The UK Court of Appeals on February 27th declared unlawful the Department of Transport’s approval of Heathrow Airport’s expansion plans, because the government “had not taken into account its own firm policy commitments on climate change under the Paris agreement.”
The Guardian hailed the court’s judgment as “the first major ruling in the world to be based on the Paris Agreement and may have an impact both in the UK and around the globe by inspiring challenges against other high-carbon projects.”
Environmental advocates were jubilant. “It is now clear that our governments can’t keep claiming commitment to the Paris agreement, while simultaneously taking actions that blatantly contradict it,” said Tim Crosland of Plan B, one of the plaintiffs along with Greenpeace, Friends of the Earth, and various local officials.
The decision’s “implications are global,” enthused international law professor Margaretha Wewerinke-Singh of Leiden University, in the Netherlands. “For the first time, a court has confirmed that the Paris agreement goal has binding effect.”
Prof Corinne Le Quéré, at the University of East Anglia, said she was “relieved” climate targets are “recognized in law.” Friends of the Earth declared the ruling a “groundbreaking result for climate justice and for future generations.”
Swedish climate campaigner Greta Thunberg tweeted, “Imagine when we all start taking the Paris agreement into account.”
Technically, the Heathrow expansion is not dead.
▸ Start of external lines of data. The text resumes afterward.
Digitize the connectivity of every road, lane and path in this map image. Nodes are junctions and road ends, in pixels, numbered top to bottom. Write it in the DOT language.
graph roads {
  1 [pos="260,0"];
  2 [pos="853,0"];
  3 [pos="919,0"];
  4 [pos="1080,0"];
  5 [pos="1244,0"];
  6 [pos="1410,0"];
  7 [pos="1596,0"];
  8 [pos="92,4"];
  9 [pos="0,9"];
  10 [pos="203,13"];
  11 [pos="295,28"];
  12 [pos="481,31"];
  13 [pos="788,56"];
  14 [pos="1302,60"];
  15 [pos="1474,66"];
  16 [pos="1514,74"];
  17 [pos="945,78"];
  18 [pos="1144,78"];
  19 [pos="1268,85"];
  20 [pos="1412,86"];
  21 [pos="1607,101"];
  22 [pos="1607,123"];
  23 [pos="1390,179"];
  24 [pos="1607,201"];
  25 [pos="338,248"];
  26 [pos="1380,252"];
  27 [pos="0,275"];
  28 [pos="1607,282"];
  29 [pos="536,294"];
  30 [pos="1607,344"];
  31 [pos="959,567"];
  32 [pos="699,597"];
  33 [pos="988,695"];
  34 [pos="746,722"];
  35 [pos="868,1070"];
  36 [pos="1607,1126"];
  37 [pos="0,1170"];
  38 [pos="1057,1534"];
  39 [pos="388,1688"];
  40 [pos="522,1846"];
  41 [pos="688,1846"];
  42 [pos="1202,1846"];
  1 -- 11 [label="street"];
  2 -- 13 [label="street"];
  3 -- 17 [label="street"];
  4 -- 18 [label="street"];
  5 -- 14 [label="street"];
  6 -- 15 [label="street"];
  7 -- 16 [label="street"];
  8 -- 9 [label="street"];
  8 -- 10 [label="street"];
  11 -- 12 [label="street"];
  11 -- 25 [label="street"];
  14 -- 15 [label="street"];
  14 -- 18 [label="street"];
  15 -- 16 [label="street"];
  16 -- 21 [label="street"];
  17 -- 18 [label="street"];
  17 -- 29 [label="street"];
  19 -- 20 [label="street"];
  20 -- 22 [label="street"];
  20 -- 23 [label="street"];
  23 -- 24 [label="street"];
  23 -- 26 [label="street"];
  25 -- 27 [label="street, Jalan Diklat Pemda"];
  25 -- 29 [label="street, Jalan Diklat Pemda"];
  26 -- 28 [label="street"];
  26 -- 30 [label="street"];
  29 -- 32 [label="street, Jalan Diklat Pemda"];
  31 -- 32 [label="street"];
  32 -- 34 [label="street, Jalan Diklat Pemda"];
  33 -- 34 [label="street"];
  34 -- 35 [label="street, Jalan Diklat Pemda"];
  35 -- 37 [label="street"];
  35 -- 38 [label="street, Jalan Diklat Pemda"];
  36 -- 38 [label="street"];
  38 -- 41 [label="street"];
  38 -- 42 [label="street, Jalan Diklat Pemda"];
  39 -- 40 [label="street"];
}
As NPR’s article explains, Lord Justice Lindblom ruled that the government’s failure to consider its climate commitments was illegal, not that airport expansion per se is illegal. “We have not found that a national policy statement supporting this project is necessarily incompatible with the United Kingdom’s commitment to reducing carbon emissions and mitigating climate change under the Paris Agreement, or with any other policy the Government may adopt or international obligation it may undertake,” he wrote.
Heathrow officials vowed to appeal the decision while also claiming they could expand Heathrow “the right way” and avoid conflict with the government’s climate commitments. That would be quite a trick. Commercially-viable low-carbon air travel does not yet exist, and the third runway was expected to increase Heathrow’s capacity by 700 planes per day and 60 million passengers per year by 2050.
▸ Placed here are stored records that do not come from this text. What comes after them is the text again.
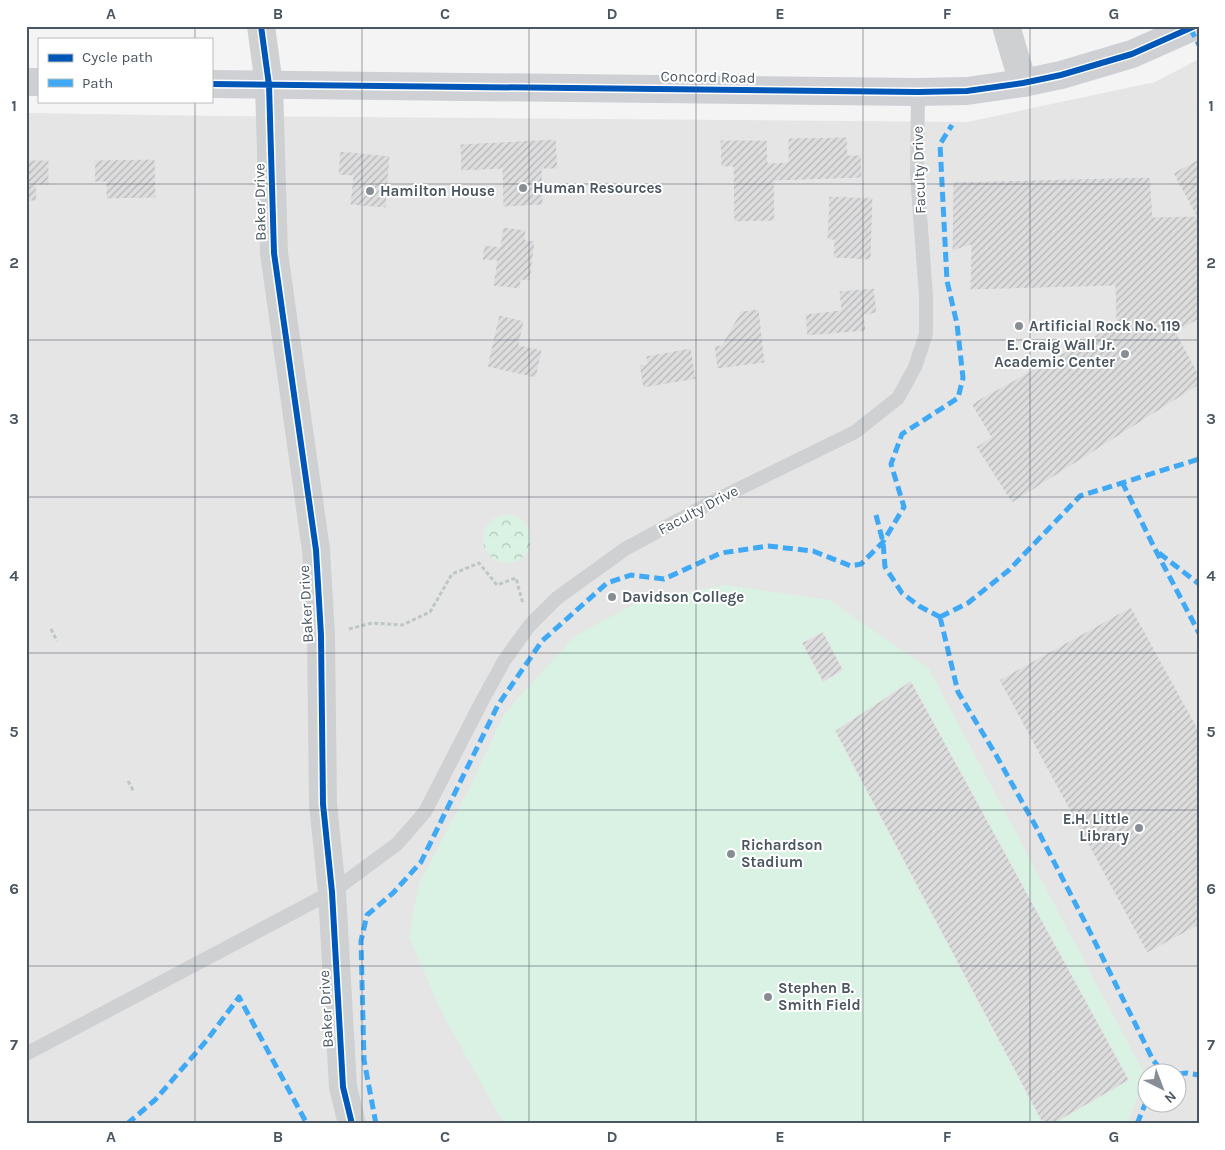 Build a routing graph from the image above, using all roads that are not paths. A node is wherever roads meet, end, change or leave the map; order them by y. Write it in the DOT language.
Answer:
graph roads {
  1 [pos="261,26"];
  2 [pos="1006,26"];
  3 [pos="1194,26"];
  4 [pos="1022,83"];
  5 [pos="212,84"];
  6 [pos="269,85"];
  7 [pos="918,92"];
  8 [pos="332,892"];
  9 [pos="26,1054"];
  10 [pos="352,1124"];
  1 -- 6 [label="street, Baker Drive"];
  2 -- 4 [label="street"];
  3 -- 4 [label="main road, Concord Road"];
  4 -- 7 [label="main road, Concord Road"];
  5 -- 6 [label="main road, Concord Road"];
  6 -- 7 [label="main road, Concord Road"];
  6 -- 8 [label="street, Baker Drive"];
  7 -- 8 [label="lane, Faculty Drive"];
  8 -- 9 [label="lane, Faculty Drive"];
  8 -- 10 [label="street, Baker Drive"];
} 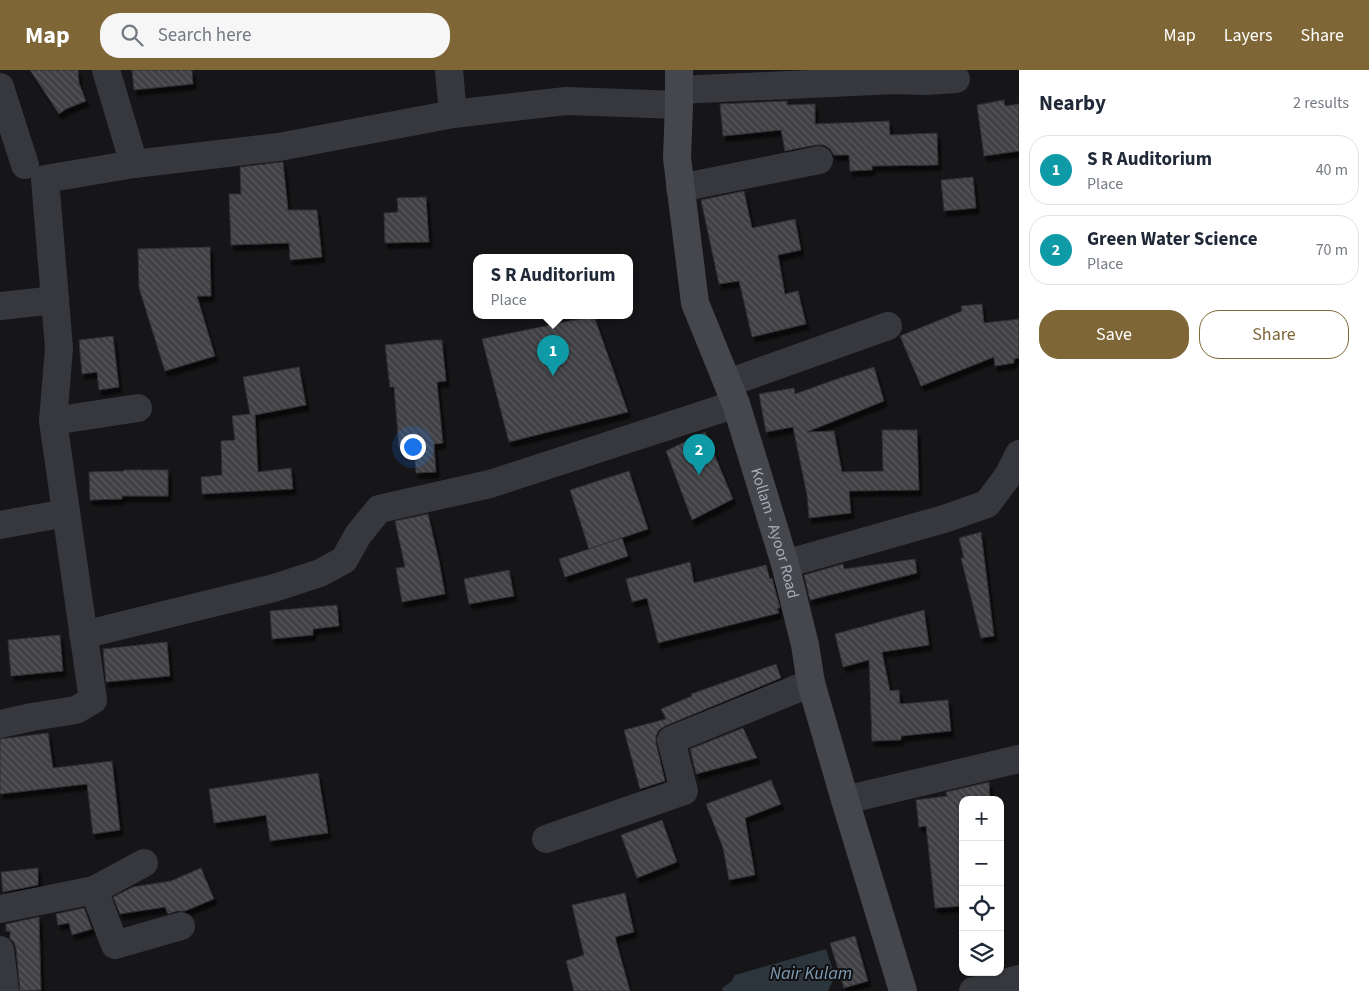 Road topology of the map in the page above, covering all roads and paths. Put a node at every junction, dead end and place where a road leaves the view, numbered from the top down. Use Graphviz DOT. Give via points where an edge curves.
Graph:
graph roads {
  1 [pos="106,70"];
  2 [pos="449,70"];
  3 [pos="956,79"];
  4 [pos="0,88"];
  5 [pos="679,88"];
  6 [pos="453,114"];
  7 [pos="820,160"];
  8 [pos="134,164"];
  9 [pos="23,168"];
  10 [pos="680,188"];
  11 [pos="55,300"];
  12 [pos="0,306"];
  13 [pos="888,326"];
  14 [pos="732,394"];
  15 [pos="138,408"];
  16 [pos="54,421"];
  17 [pos="1019,454"];
  18 [pos="66,513"];
  19 [pos="0,525"];
  20 [pos="785,564"];
  21 [pos="83,635"];
  22 [pos="811,683"];
  23 [pos="0,724"];
  24 [pos="1019,759"];
  25 [pos="844,800"];
  26 [pos="546,839"];
  27 [pos="144,863"];
  28 [pos="94,890"];
  29 [pos="0,909"];
  30 [pos="181,926"];
  31 [pos="0,950"];
  32 [pos="1019,979"];
  33 [pos="5,991"];
  34 [pos="903,991"];
  35 [pos="973,991"];
  1 -- 8 [label="street"];
  2 -- 6 [label="street"];
  3 -- 5 [label="street"];
  4 -- 9 [label="street"];
  5 -- 6 [label="street"];
  5 -- 10 [label="main road, Kollam - Ayoor Road" via="677,158"];
  6 -- 8 [label="street" via="279,147"];
  7 -- 10 [label="street"];
  8 -- 9 [label="street"];
  9 -- 11 [label="street"];
  10 -- 14 [label="main road, Kollam - Ayoor Road" via="694,303"];
  11 -- 12 [label="street"];
  11 -- 16 [label="street" via="59,348"];
  13 -- 14 [label="street"];
  14 -- 20 [label="main road, Kollam - Ayoor Road"];
  14 -- 21 [label="street" via="490,484 379,509 358,535 344,560 320,573 274,588"];
  15 -- 16 [label="street"];
  16 -- 18 [label="street"];
  17 -- 20 [label="street" via="1008,476 987,504"];
  18 -- 19 [label="street"];
  18 -- 21 [label="street"];
  20 -- 22 [label="main road, Kollam - Ayoor Road"];
  21 -- 23 [label="street" via="93,700 76,710"];
  22 -- 25 [label="main road, Kollam - Ayoor Road"];
  22 -- 26 [label="street" via="671,740 684,792"];
  24 -- 25 [label="street"];
  25 -- 34 [label="main road, Kollam - Ayoor Road"];
  27 -- 28 [label="street"];
  28 -- 29 [label="street"];
  28 -- 30 [label="street" via="115,945"];
  31 -- 33 [label="street"];
  32 -- 35 [label="street"];
}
If expansion is blocked, the potential economic downsides are considerable. The British business community has “long argued that congestion at the airport is holding back UK trade,” the Financial Times notes. “Business leaders, already concerned about the prospect of new trade barriers between the UK and EU, said the ruling sent a poor signal about the country’s ambitions to be a global trading nation and urged the government to find a way to push ahead with expansion.”
Heathrow management also “warned that blocking its expansion would make the UK less attractive to business. It points out Heathrow’s long-held position as the biggest airport in Europe is under threat from Charles de Gaulle in Paris, which will overtake it within two years.” Federation of Small Businesses spokesman Mike Cherry called the verdict “a blow to small firms who need greater regional and global connectivity, as well as more opportunities to export.”
Whatever UK authorities ultimately decide, this much is clear. Although Paris Treaty commitments purport to be “voluntary,” “non-binding,” and “non-enforceable” under international law, membership in the agreement entails considerable legal risk.
Governments cannot pledge to meet the objectives of a treaty allegedly needed to “save the planet” and not expect to be sued when agencies do not prioritize the treaty’s objectives in every policy, action, or decision dealing with energy production, consumption, and infrastructure.
President Trump apparently recognized from the get-go that there is no stable or principled compromise between his energy dominance agenda and the Paris deep de-carbonization agenda. Trump’s decision to withdraw from the Paris treaty minimizes the risks it poses to U.S. economic and energy development.